* TASK DIRECTIONS *
All entries that follow are to be written out verbatim.

********

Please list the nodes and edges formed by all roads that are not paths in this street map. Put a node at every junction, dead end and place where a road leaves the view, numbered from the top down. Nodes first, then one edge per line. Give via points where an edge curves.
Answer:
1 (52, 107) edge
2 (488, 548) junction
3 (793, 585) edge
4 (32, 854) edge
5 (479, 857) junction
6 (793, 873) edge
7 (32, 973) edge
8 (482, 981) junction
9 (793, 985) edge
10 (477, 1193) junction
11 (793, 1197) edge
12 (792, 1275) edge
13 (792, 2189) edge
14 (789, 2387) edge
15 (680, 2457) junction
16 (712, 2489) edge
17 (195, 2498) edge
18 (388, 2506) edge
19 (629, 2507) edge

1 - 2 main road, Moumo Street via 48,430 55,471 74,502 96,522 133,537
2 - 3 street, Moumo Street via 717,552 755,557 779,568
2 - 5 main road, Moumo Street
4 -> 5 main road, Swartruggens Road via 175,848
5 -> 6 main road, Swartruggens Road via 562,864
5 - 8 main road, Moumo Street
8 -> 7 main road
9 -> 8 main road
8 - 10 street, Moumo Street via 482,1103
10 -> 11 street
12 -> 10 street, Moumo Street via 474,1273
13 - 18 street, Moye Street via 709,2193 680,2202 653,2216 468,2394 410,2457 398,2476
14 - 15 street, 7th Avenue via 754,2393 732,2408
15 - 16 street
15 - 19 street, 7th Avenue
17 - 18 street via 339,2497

********

* COMPLETED EXERCISE *
Please list the nodes and edges formed by all roads that are not paths in this street map. Put a node at every junction, dead end and place where a road leaves the view, numbered from the top down. Nodes first, then one edge per line. Give via points where an edge curves.
Answer:
1 (52, 107) edge
2 (488, 548) junction
3 (793, 585) edge
4 (32, 854) edge
5 (479, 857) junction
6 (793, 873) edge
7 (32, 973) edge
8 (482, 981) junction
9 (793, 985) edge
10 (477, 1193) junction
11 (793, 1197) edge
12 (792, 1275) edge
13 (792, 2189) edge
14 (789, 2387) edge
15 (680, 2457) junction
16 (712, 2489) edge
17 (195, 2498) edge
18 (388, 2506) edge
19 (629, 2507) edge

1 - 2 main road, Moumo Street via 48,430 55,471 74,502 96,522 133,537
2 - 3 street, Moumo Street via 717,552 755,557 779,568
2 - 5 main road, Moumo Street
4 -> 5 main road, Swartruggens Road via 175,848
5 -> 6 main road, Swartruggens Road via 562,864
5 - 8 main road, Moumo Street
8 -> 7 main road
9 -> 8 main road
8 - 10 street, Moumo Street via 482,1103
10 -> 11 street
12 -> 10 street, Moumo Street via 474,1273
13 - 18 street, Moye Street via 709,2193 680,2202 653,2216 468,2394 410,2457 398,2476
14 - 15 street, 7th Avenue via 754,2393 732,2408
15 - 16 street
15 - 19 street, 7th Avenue
17 - 18 street via 339,2497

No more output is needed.